#Bitcoin Is Poised for a New Record – Altcoins Still Lag Behind
$BTC is now trading just 1.6% shy of reclaiming its all-time high, hovering around the $107,860 mark after an impressive run from April lows near $74,000. This momentum isn’t random—it’s a result of growing institutional interest, macroeconomic shifts, and consistent capital inflow into spot Bitcoin ETFs. The weekly chart shows a clear bullish trend structure with higher lows and expanding volume, signaling continued upward pressure.
One of the key drivers behind this current surge is the declining dollar strength index (DXY), which typically inversely correlates with BTC’s performance. At the same time, Bitcoin’s dominance in the market is now back above 54%, showing that large investors are shifting focus from riskier altcoins to the perceived safety and performance of BTC. As the halving supply effect starts to reflect in circulation, scarcity becomes more pronounced, further amplifying its upside potential.

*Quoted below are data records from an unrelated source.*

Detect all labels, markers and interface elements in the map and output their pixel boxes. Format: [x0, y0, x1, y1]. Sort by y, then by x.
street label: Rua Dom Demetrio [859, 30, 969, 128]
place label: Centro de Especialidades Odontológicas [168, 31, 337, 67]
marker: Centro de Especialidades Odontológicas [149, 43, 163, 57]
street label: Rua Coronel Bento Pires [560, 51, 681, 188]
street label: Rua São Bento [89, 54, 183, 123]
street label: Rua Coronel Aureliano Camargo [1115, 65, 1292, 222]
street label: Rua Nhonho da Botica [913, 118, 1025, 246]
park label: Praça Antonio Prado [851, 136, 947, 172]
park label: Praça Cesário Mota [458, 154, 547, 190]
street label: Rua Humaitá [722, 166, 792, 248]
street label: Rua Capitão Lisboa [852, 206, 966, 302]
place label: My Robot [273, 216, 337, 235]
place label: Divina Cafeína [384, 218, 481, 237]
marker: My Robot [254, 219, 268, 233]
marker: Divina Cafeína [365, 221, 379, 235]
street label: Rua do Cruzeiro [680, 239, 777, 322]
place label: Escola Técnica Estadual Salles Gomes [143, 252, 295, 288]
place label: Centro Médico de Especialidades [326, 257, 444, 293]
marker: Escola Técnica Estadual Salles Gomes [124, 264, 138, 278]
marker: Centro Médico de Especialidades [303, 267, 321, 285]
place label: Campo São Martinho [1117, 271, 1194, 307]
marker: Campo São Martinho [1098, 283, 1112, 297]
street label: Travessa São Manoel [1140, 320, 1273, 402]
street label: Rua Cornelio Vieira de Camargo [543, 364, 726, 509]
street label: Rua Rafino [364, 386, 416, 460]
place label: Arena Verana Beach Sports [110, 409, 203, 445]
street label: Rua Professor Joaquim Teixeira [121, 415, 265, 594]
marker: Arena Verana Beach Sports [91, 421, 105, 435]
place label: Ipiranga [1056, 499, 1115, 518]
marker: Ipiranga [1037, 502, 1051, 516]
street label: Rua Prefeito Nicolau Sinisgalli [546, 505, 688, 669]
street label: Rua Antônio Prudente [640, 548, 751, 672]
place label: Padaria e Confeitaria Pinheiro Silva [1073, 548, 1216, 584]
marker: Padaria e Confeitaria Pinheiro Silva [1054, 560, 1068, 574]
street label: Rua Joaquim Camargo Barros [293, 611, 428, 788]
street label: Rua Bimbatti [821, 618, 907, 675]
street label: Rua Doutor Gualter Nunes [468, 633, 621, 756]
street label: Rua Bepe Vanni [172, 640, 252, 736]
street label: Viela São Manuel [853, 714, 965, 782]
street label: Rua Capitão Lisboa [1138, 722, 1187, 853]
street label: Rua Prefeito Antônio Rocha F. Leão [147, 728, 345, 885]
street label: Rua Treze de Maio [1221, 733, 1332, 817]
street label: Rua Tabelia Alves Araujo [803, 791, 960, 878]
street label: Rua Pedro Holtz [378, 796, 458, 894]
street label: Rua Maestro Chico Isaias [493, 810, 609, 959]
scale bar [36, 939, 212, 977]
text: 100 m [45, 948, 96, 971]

While Bitcoin is flirting with a new all-time high, most altcoins remain stuck in a deep discount zone—down 55% to 75% from their historical peaks. This divergence in performance is common during early stages of bull markets. BTC typically leads the rally, absorbing most of the liquidity. Only once BTC stabilizes above key levels (like $110K and $115K) and profit-taking sets in, do we see a broader rotation into altcoins and meme tokens.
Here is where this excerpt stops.